A.Meier Jeder neue Arbeitsplatz hat für mich ein Nutzen für die Gesellschaft! Diese Arbeitsplätze werden ausserdem in der Produktion geschaffen, es ist kein Einkaufszentrum! Ab welchem Zeitpunkt ist für Sie ein Arbeitsplatz von Nutzen? Sind etwa nur Arbeitsplätze für Akademiker nützlich?
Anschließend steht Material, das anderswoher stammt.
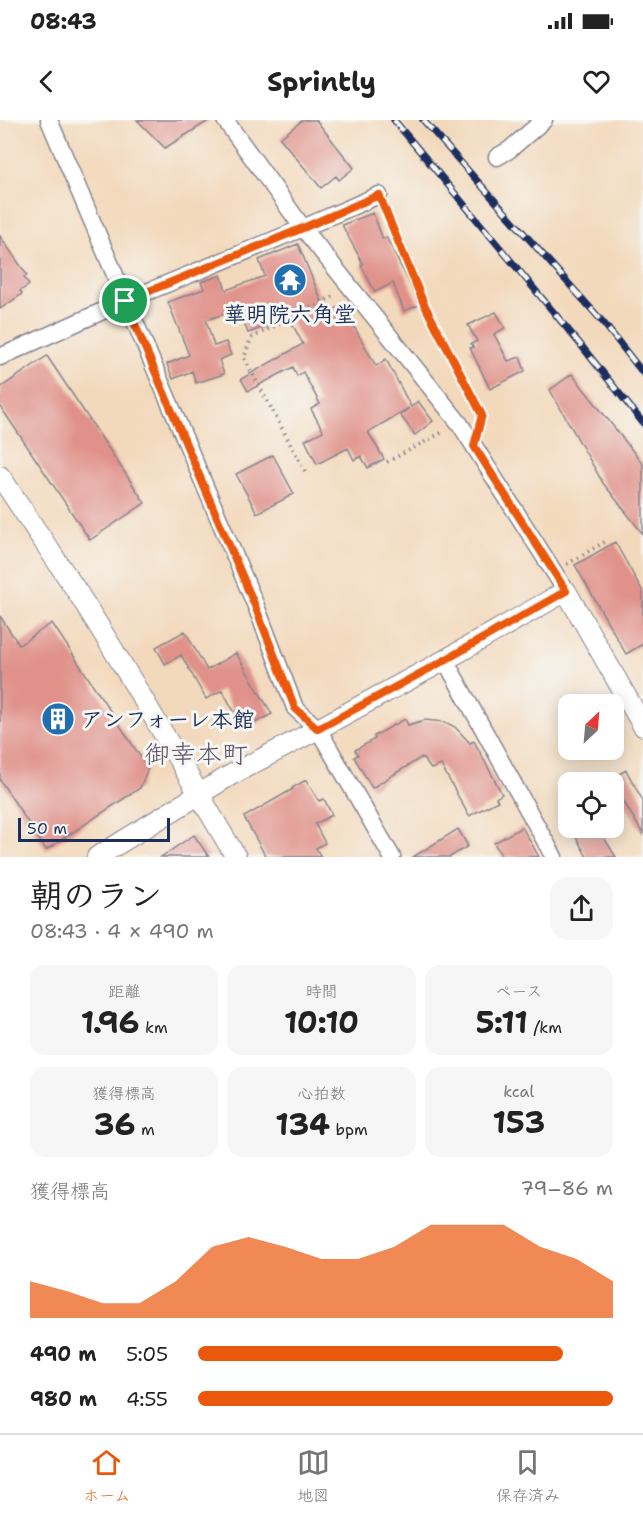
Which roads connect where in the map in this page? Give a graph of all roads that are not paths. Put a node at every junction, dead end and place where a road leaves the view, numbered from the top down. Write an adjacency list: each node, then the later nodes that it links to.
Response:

Das Gewerbe profitiert zusätzlich auch noch von diesem Projekt, oder etwa nicht?


Paul Schlatter

27.10.2012, 16:16 Uhr
Melden 10 Empfehlung 6

@Zettel:
Ich garantiere Ihnen dass über 60% der Angestellten vom nahen Ausland kommen und nicht von der Schweiz, dies mit der Gummi-Begründung man hätte keine entsprechenden Mitarbeiter in der Schweiz gefunden.
.


A. Meier

27.10.2012, 14:42 Uhr
Melden 10 Empfehlung 8

Erklären Sie mal, was für einen Nutzen w i r von diesen neuen Arbeitsplätzen haben!! Keinen!! Peter Eckert trifft mit seinem Kommentar voll ins Schwarze!!!


Peter Eckert

27.10.2012, 10:49 Uhr
Melden 75 Empfehlung 22

Willkommen im Logistikgetto der Nordwestschweiz. Man kann sich schon jetzt über die Ansiedlung der 500 "nachhaltigen" und *hochqualifizierten" Arbeitsplätze für die Elsässer und Südbadener freuen und den dadurch entstehenden PKW Mehrverkehr. In anderen Ländern entstehen an solchen Orten schöne Wohnungen mit Flussblick, bei uns Lagerhallen. Glückliche, reiche Schweiz. Antworten


Rolli Rallo

27.10.2012, 12:22 Uhr
Melden 23 Empfehlung 7

Wo sonst als im bereits bestehenden Logistikghetto wäre ein besserer Platz für ein solches Zentrum. Schöne Wohnungen? Eingezwängt zwischen Autobahn (in unmittelbarer Hörweite) und den bestehenden Industriebauten. Machen Sie sich keine Illusionen. Politikerträume erfüllen sich in den allermeisten Fällen nicht.